Biegniemy przez bazę Nieustraszonych i mamy nadzieję, że jednak zdążymy. Chociaż jestem ciekawa co by nam wtedy zrobił Eric. Wybiegamy i stajemy wśród reszty nowicjuszy łącznie z tymi z Nieustraszoności akurat w momencie, w którym pociąg się zbliża.

Zaczynamy pędzić obok niego. Wszyscy po kolei wskakują. Z tego co się zorientowałam przede mną biegnie Christina, a dalej Tris, Will i Al, a za mną Peter i Cztery. Tylko tyle zdołałam zobaczyć.

Muszę się złapać. Muszę się złapać. No skacz. Powtarzam sobie, ale jestem wycieńczona, bo przez Tris ja też nie spałam w dodatku od ton przyjętych leków przeciwbólowych mój umysł jest troszkę zamglony.

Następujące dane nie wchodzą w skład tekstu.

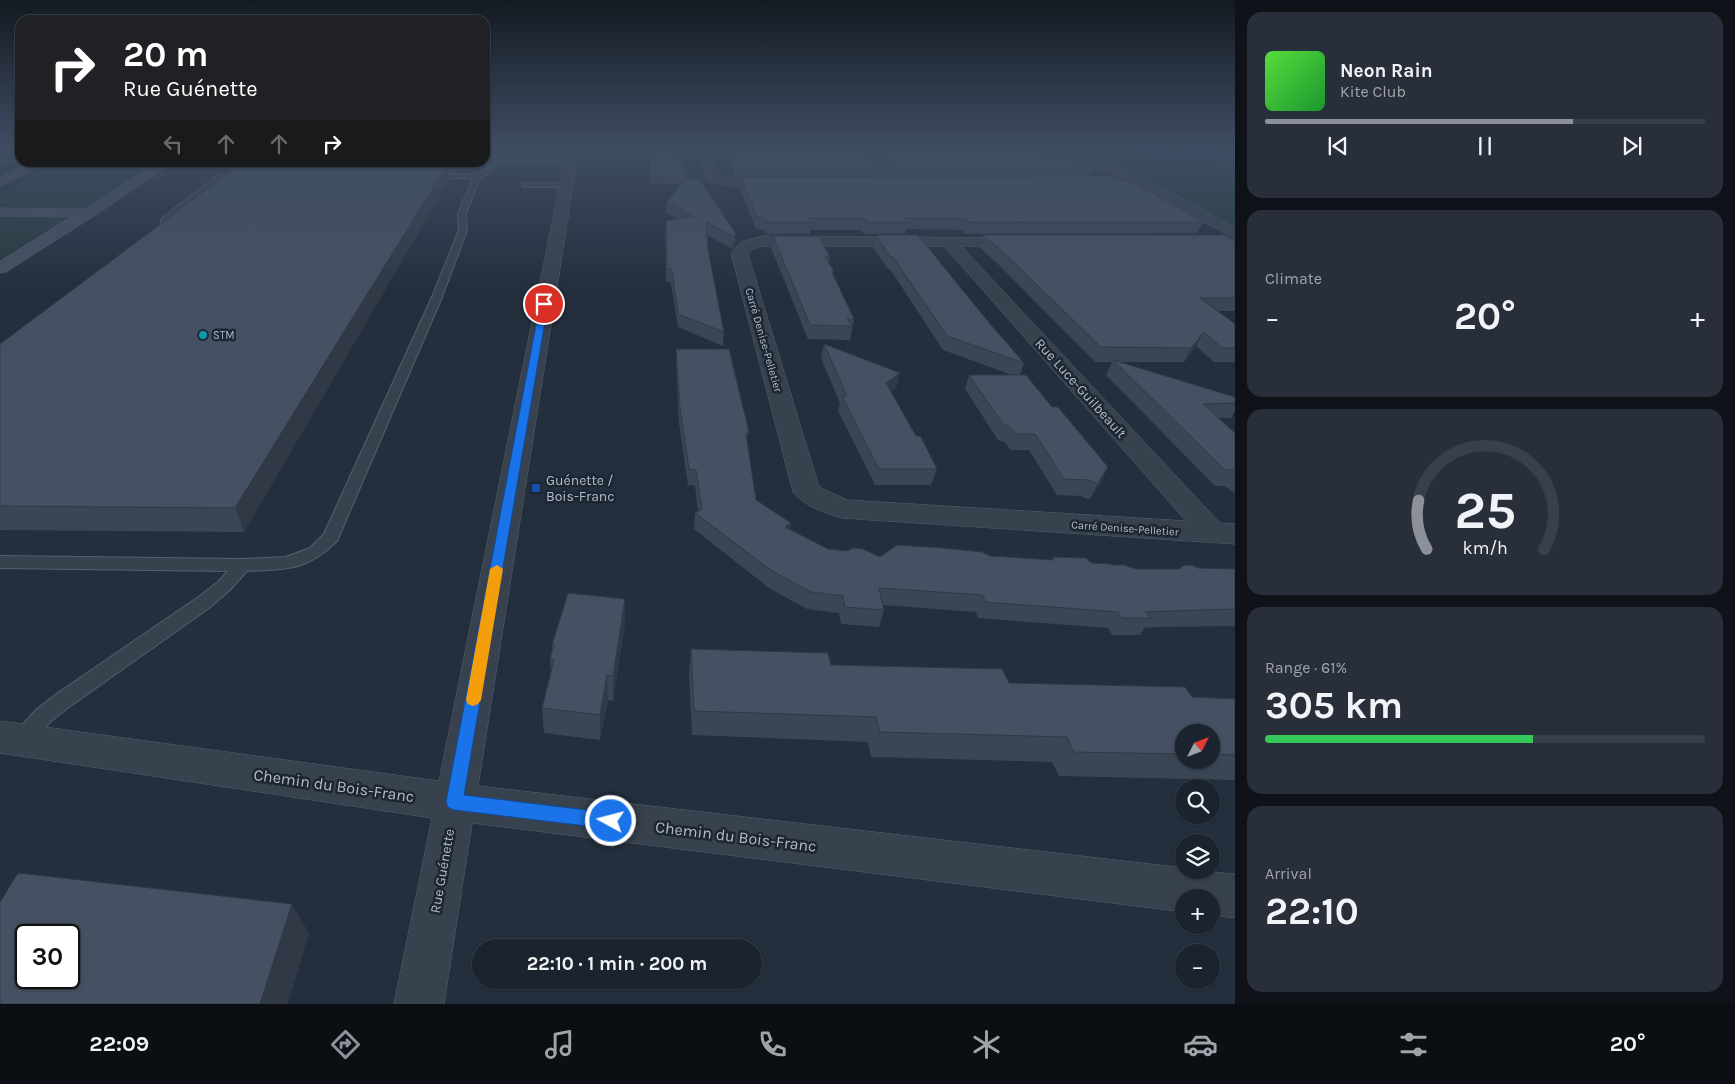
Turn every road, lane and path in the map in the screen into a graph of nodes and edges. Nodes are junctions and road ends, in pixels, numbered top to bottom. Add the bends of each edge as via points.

W końcu skaczę, łapię się uchwytu i wpadam do wagonu. Ląduję na ziemi. Uderzam głową o glebę i nie umiem się podnieść. Do środka wskakuje Peter i patrzy na mnie.

- Wszystko dobrze, Sztywna? - pyta podając mi dłoń.

- Tak. Nic mi nie jest.

- Głowa cię boli? - stoję przed nim.

- Właśnie uderzyłam nią o ziemię... Znowu. Dziwne gdyby nie bolała - zauważam ironicznie.

- Rzeczywiście - przyznaje z krzywym uśmiechem.

Nagle znów mi wiruje i w polu widzenia mam plamy. To od zbyt szybkich i nagłych ruchów. Łapię się Petera.

- Co jest?

- To tylko od leków przeciwbólowych - mówię odzyskując ostrość widzenia.

- Ile ich wzięłaś?

- Dosyć dużo. Nieźle mi przywaliłeś.

- Przepraszam... po raz drugi.

- Gdybym komuś powiedziała to by nie uwierzył. Ty umiesz przepraszać. Już dwa razy mnie przeprosiłeś.

- Ale nikomu tego nie powiesz, co? Zepsujesz mi tym reputację.

- Obiecuję, że nikomu nie powiem - przyrzekam z uśmiechem.

Patrzę na Czterego. Znów przypomina mi Tobiasa. Może to przez te leki? Albo Cztery tak naprawdę nazywa się Tobias Eaton i wszystkich oszukuje. Co tu się dzieje?